Travelers braving the sky today may catch a glimpse of an unusual group of passengers. The Studio City-based Beagle Freedom Project has successfully rescued 40 beagles from a lab in Spain and is currently flying them to safety in Los Angeles.

The organization tweeted and posted on their Facebook wall earlier this morning, "Our 40 rescued lab beagles from Spain are in the air on their way home to freedom!!" Some sources cite the number of rescued dogs as 41, but the actual total is 40.

Since December 2010, The Beagle Freedom Project has taken on a mission to rescue and find homes for beagles used in laboratory research. The project's site explains that beagles are the most popular breed for lab use due to their "friendly, docile, trusting, forgiving, people-pleasing personalities." That sounds about right. Let's find the sweetest breed of dogs and force them into lives of torture and neglect.

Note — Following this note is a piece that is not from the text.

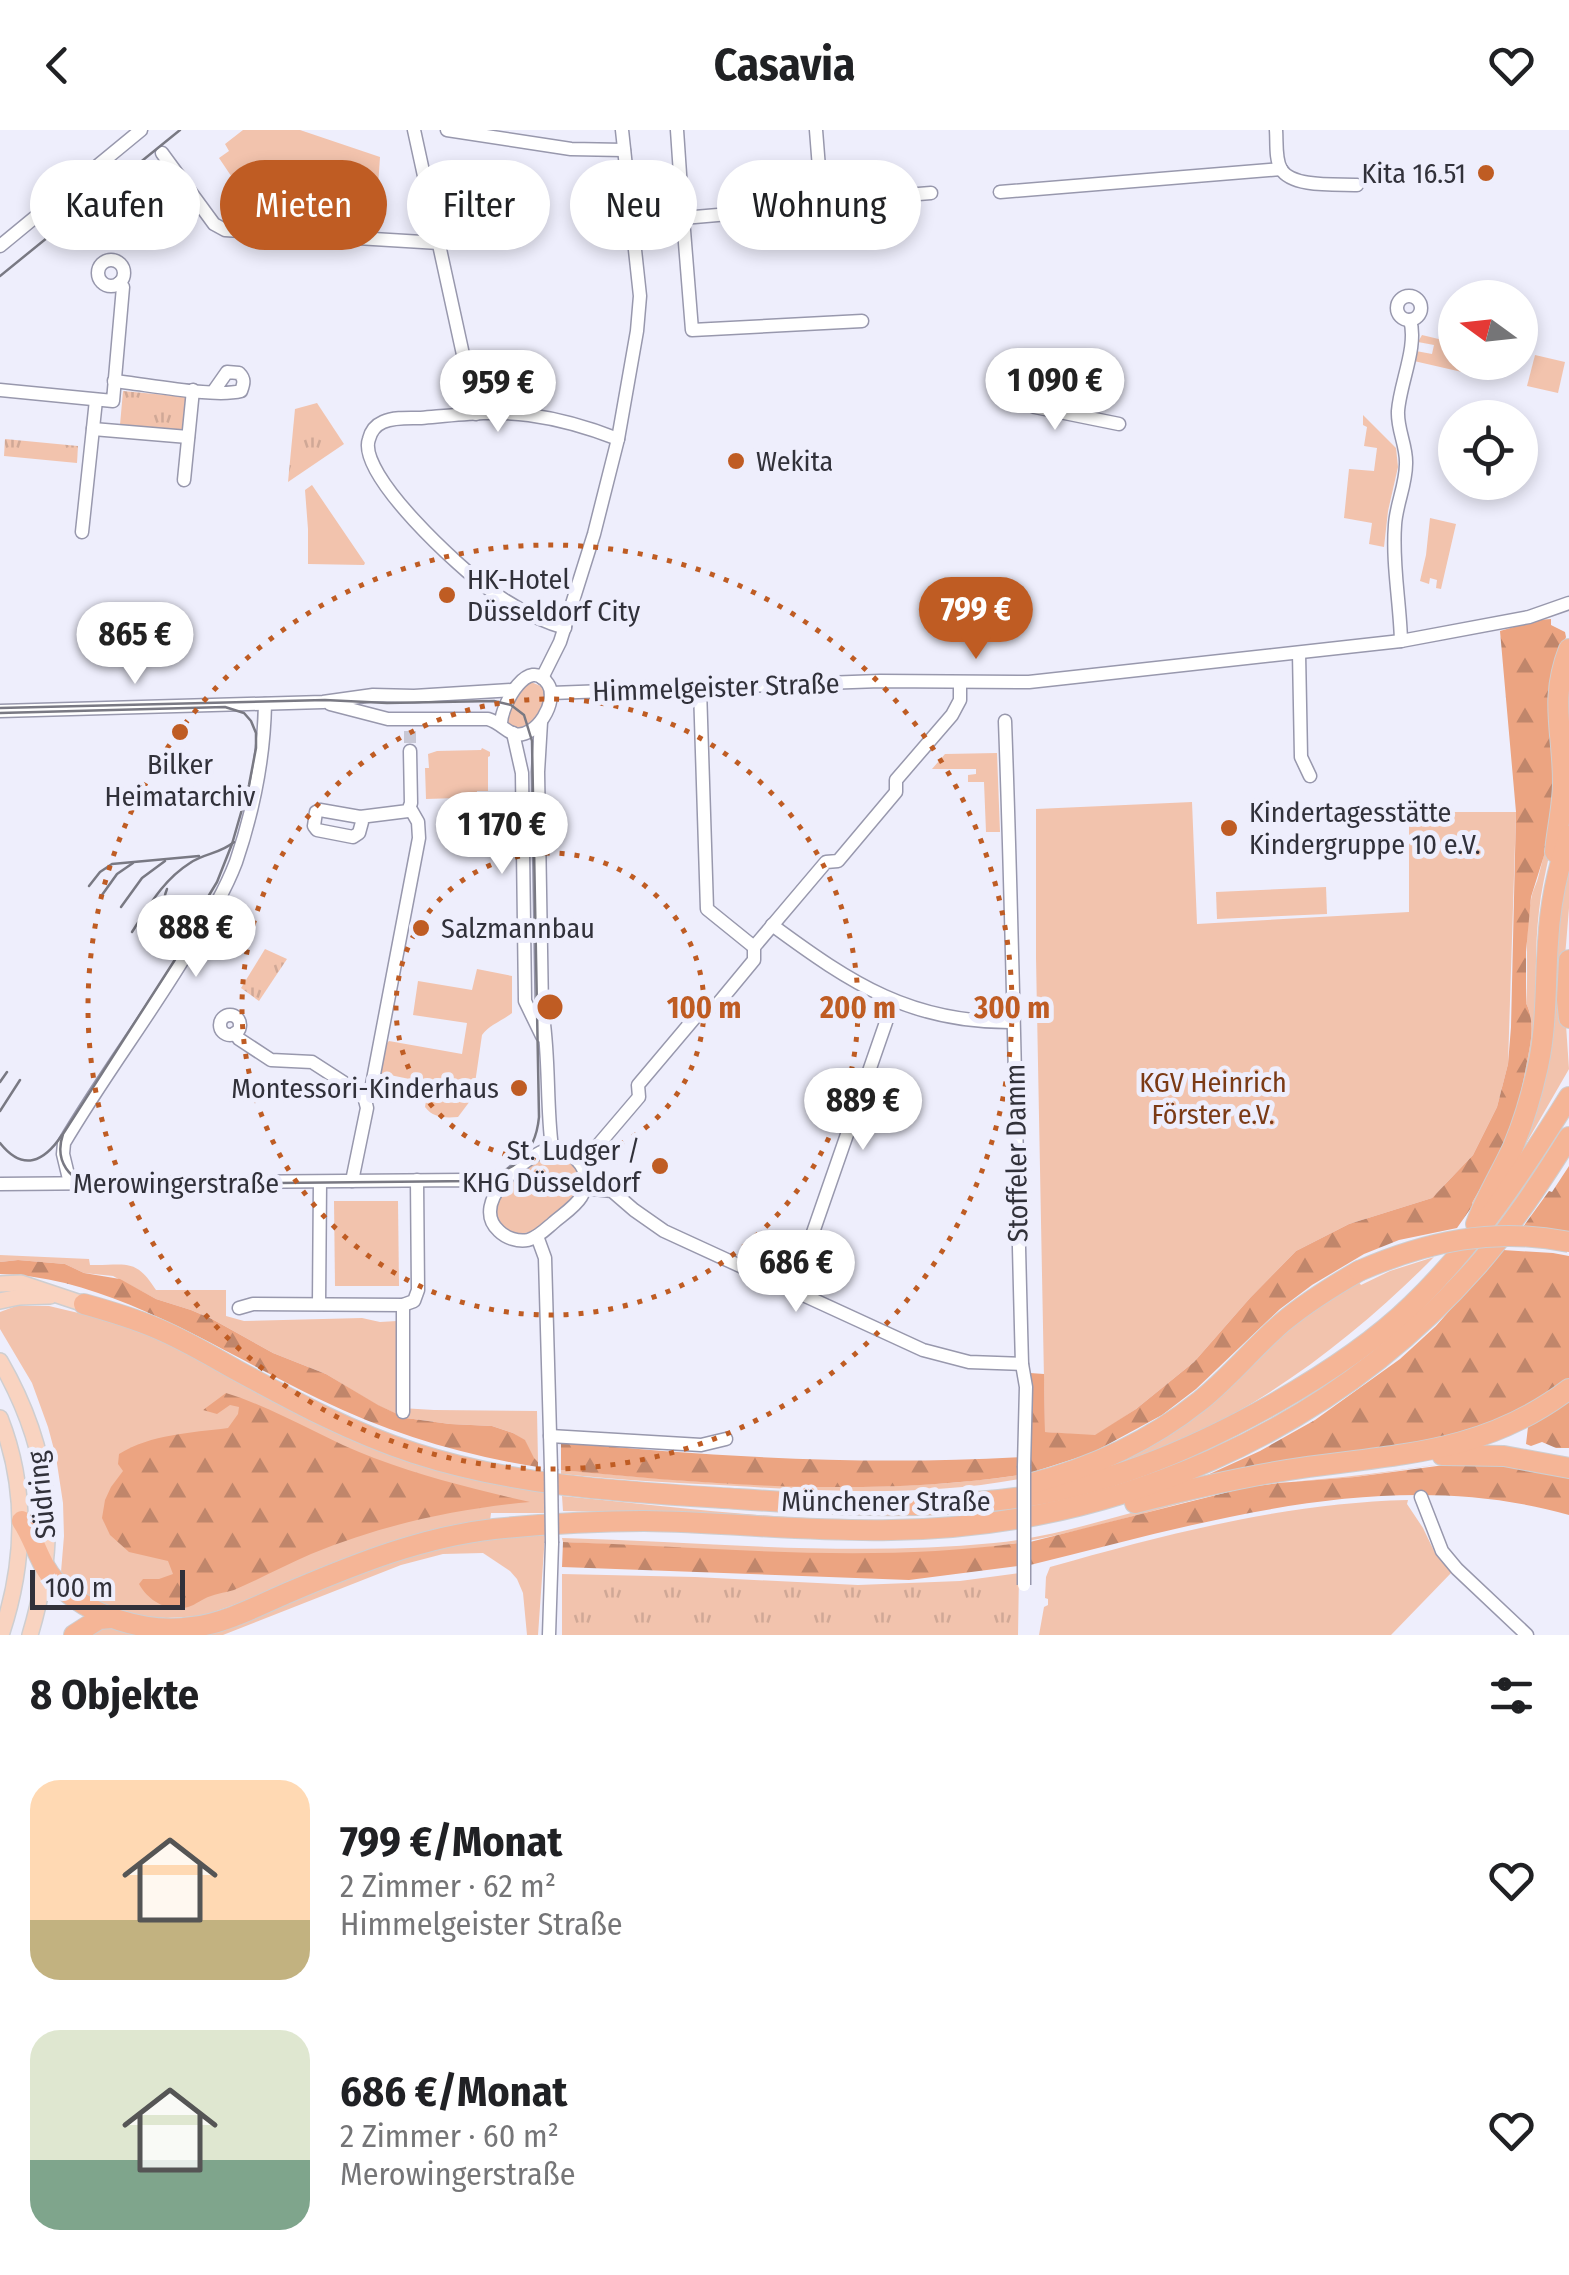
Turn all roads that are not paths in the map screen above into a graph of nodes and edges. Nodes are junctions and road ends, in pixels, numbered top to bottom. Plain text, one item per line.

The project works with university and other research facilities to legally remove and transport the canines to loving homes. The beagles en route to LAX today were rescued in collaboration with the Little Pod Foundation, a nonprofit dedicated to helping animals in the Orihuela Costa region of Spain.

Having spent their entire lives confined to a testing laboratory, the dogs are flying high and in need of foster and adoption parents. Interested? Apply via the the Beagle Freedom Project website. And if you do adopt, please send us photos.

We know what we're adding to our lists to Santa: one happy beagle, please.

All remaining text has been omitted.